So much has happened since that Rumble in the Jungle. Both dogs have recovered nicely from their wounds, gracias a dios, and have adjusted to a much smaller play area. Phoenix did experience a two-week PTSD episode after smelling a pizote on one of his walks with K. He bolted home, tugging hard on his leash, then sat in my arms shaking and skittish. This lasted so long that I was afraid he’d never come out of it and would live the rest of his life a hot mess of fear and angst. Happy to report he did get over it, with a lot of love, abrazos y besos to bring him around. Never doubt that dogs are deeply sentient beings…
I haven’t posted on my blog for the last six months because I was obsessively focused on finishing my novel. Which I finally did! First the blueprint draft, then the first of many rewrites. What a sense of accomplishment, relief, and satisfaction, interspersed with a commensurate dose of fear, doubt, and disgust at the final work product. But it is what it is, and I had some great counsel along the way to help steer me in the right direction when I’d veered off course. So, I will polish, rewrite and obsess some more until I take this opus to NYC in June to pitch it. Ojala, someone will like it. If not, then I’ll self-publish like so many before me. I’m just so old-school that I have to give the traditional path a shot.
But in all honesty, what brought me out from under the Covid/novel bubble of isolation was a picture from the past sent to me by an old and very dear friend who’d once-upon-a-time been a sister-in-law, but will forever be a sister-by-choice. She’d found some old photos of my family stashed away in a dusty box somewhere. My first reaction was delight. Joy. OMG, my father, my older brother, and cute, adorable little me. The two men in my childhood that I’d worshiped and adored with an innocence that brings tears to my eyes. My quixotic devotion had been rewarded by betrayal and the ultimate heartbreak, abandonment. By both men, in the most cold-hearted, intentioned of ways. In the end, the apple didn’t fall far from the tree, as the prophetic saying goes.

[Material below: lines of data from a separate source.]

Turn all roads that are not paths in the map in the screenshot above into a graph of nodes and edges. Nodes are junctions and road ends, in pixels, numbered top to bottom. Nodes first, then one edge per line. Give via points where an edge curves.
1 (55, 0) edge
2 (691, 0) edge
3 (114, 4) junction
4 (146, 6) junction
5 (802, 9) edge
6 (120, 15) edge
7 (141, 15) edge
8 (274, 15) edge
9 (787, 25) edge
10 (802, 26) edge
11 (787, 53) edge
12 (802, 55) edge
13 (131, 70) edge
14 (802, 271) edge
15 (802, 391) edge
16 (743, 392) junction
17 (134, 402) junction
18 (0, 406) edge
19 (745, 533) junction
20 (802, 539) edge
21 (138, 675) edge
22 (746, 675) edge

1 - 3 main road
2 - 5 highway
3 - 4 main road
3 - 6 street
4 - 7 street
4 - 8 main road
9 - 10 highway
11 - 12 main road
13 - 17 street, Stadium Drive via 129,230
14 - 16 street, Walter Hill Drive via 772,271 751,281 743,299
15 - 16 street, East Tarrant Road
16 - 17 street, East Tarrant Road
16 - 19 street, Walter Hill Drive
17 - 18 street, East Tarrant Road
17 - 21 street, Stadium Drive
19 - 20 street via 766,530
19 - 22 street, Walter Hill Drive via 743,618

So, a Pandora’s box of haunting memories was opened with a click of my mouse. I realized that my deep-seated insecurities and feelings of unworthiness my whole life stemmed from the seed planted and memorialized by this sweetly innocent picture of a father and his two adoring kids. A Norman Rockwell composition that my mother had sold to us as the truth, when she’d known all along it’d been a lie.

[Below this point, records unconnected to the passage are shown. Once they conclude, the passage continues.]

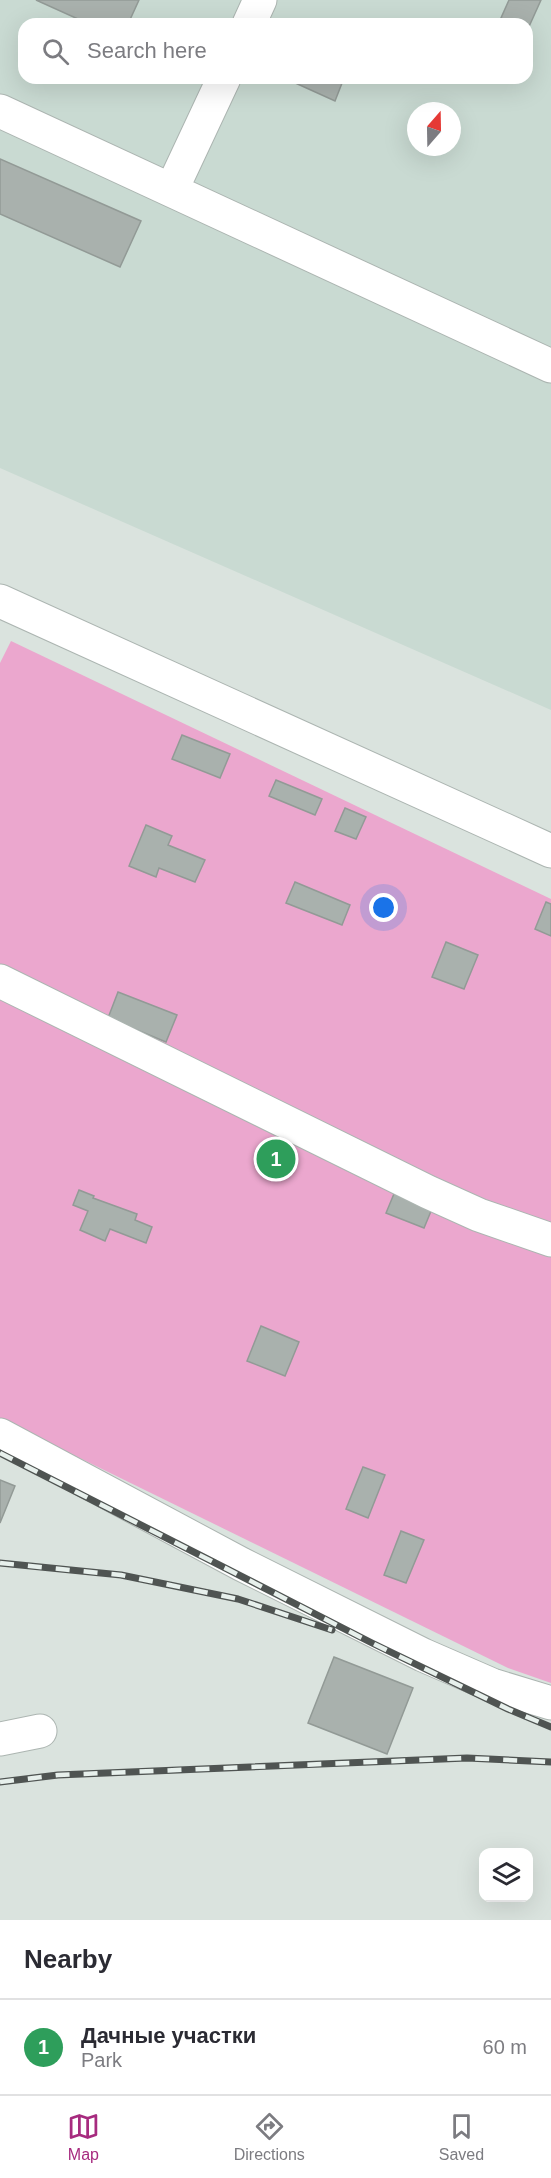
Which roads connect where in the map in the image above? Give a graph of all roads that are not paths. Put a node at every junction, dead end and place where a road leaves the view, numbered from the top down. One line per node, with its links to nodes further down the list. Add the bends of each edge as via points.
1 (260, 0): 2 (main road)
2 (252, 18)
3 (221, 84): 5 (main road)
4 (0, 111): 5 (main road)
5 (172, 189): 6 (main road)
6 (551, 366)
7 (1, 604): 8 (main road)
8 (551, 851)
9 (0, 981): 10 (main road, via 428,1192)
10 (551, 1240)
11 (0, 1435): 12 (main road, via 241,1564 423,1654 492,1685)
12 (551, 1703)
13 (40, 1731): 14 (main road)
14 (0, 1739)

As I look out on an insanely beautiful tropical landscape, with a little lizard watching me type from his perch on my computer screen, I realize that my life has been defined by a series of choices, some horrific, some so-so, and others brilliant, to arrive at my current destination. Gracias a dios I worked through my daddy issues enough to find a man who inspires me every day of my life. If it weren’t for K, I never would have finished this novel. He’s put up with some pretty rough spots in my creative journey, ignoring my rants and encouraging me to continue when I wanted to give up, which happened a lot, BTW. So, life is pretty darned good, all things considered. Fingers crossed as I rip open my heart and soul for all to read, evaluate, criticize, and who knows what else. I’d almost rather parade naked down Main Street than reveal the sanctum of my inner-most thoughts.